*** Opening Data under study ***

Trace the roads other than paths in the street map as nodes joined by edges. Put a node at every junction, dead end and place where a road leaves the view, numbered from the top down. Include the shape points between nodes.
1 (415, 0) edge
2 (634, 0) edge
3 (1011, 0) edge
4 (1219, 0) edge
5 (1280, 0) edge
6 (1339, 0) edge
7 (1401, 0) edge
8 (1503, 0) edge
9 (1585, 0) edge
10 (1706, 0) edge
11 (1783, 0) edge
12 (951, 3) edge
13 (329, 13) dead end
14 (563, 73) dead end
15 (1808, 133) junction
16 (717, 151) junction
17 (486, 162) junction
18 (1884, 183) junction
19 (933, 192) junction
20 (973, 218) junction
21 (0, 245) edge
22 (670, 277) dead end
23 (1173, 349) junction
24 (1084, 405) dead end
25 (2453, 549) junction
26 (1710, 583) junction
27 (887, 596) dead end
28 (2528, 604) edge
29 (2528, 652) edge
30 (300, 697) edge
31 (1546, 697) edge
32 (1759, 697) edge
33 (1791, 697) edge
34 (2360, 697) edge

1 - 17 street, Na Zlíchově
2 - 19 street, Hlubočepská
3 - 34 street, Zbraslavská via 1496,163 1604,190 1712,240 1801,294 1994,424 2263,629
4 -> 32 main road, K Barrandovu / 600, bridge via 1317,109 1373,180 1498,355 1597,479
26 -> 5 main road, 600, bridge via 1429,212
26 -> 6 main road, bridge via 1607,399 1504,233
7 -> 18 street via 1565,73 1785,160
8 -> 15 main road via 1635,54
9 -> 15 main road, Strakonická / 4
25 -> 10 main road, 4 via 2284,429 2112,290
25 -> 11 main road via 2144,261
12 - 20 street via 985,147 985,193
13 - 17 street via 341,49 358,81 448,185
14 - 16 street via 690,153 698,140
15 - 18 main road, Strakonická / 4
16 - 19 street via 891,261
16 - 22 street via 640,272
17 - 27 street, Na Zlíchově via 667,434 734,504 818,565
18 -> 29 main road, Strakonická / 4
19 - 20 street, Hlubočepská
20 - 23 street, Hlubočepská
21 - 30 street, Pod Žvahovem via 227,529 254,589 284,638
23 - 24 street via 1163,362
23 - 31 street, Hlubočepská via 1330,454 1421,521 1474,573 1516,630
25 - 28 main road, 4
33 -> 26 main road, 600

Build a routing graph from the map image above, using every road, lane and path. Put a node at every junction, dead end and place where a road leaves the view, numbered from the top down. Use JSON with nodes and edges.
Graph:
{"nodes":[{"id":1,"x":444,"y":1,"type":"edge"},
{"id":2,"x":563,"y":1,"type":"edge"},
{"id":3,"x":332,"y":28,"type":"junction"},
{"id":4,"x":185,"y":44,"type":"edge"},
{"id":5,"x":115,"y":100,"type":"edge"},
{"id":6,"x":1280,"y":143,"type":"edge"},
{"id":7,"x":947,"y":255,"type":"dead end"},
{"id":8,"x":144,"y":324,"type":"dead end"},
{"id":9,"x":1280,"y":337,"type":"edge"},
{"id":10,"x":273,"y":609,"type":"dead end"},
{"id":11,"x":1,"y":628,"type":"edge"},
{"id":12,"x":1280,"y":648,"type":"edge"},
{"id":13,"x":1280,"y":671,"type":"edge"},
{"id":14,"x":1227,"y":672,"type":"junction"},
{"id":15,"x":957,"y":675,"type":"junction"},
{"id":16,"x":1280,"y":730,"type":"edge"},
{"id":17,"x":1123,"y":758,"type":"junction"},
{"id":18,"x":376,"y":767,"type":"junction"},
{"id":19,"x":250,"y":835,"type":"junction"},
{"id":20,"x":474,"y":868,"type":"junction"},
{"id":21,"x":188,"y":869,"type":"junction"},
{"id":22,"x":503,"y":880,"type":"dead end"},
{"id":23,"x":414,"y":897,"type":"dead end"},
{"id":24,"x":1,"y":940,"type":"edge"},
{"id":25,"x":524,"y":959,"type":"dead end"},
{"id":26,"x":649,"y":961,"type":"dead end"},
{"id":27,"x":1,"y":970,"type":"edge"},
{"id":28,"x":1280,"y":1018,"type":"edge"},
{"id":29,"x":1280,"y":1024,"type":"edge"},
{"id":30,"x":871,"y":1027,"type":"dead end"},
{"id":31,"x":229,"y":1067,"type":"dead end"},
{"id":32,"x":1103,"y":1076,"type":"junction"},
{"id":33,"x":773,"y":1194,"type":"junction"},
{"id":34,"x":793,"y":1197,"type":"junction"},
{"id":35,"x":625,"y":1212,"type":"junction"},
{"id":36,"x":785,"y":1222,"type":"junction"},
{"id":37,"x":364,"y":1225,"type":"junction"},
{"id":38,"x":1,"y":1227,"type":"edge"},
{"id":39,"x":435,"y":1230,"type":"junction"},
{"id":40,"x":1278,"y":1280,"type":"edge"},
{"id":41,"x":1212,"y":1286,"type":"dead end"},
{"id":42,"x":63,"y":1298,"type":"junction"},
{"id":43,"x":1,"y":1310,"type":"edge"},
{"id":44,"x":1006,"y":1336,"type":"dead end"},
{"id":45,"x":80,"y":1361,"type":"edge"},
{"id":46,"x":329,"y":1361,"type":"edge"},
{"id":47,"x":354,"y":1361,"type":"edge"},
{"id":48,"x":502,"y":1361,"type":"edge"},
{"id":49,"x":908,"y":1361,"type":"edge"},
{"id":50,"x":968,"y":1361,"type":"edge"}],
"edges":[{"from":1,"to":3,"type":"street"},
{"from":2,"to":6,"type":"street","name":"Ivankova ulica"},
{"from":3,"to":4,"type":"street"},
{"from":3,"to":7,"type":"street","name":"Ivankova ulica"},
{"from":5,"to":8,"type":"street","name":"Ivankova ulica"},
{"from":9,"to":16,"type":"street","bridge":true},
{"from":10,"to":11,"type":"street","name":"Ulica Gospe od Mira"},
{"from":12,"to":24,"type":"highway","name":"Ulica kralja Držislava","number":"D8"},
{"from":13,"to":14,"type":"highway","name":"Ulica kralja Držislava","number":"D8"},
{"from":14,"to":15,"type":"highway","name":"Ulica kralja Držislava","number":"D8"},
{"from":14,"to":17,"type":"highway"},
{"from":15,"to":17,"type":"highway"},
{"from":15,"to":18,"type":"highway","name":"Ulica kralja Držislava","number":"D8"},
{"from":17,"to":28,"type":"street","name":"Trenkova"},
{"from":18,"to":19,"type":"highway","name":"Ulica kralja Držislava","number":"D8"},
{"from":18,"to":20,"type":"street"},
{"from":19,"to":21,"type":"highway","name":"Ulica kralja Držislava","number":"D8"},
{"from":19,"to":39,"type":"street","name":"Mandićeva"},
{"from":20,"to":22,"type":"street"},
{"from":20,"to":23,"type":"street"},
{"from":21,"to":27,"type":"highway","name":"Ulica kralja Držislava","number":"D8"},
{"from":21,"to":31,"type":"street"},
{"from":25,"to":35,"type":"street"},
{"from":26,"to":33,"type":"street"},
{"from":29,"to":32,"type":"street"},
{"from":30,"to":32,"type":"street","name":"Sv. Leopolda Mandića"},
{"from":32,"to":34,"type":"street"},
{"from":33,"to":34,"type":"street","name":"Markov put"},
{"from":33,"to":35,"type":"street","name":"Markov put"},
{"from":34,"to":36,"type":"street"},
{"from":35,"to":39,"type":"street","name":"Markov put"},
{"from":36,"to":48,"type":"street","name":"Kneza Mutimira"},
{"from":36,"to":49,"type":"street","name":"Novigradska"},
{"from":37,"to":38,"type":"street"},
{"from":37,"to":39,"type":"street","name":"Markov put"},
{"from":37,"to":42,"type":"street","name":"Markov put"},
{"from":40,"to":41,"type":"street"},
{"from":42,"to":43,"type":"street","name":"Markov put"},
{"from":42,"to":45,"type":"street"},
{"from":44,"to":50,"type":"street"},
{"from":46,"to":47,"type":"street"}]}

*** Closing Data under study ***

# [Aim of the task]
Using the data above, return each line that includes the word "Zlíchově".

# [Your response]
1 - 17 street, Na Zlíchově
17 - 27 street, Na Zlíchově via 667,434 734,504 818,565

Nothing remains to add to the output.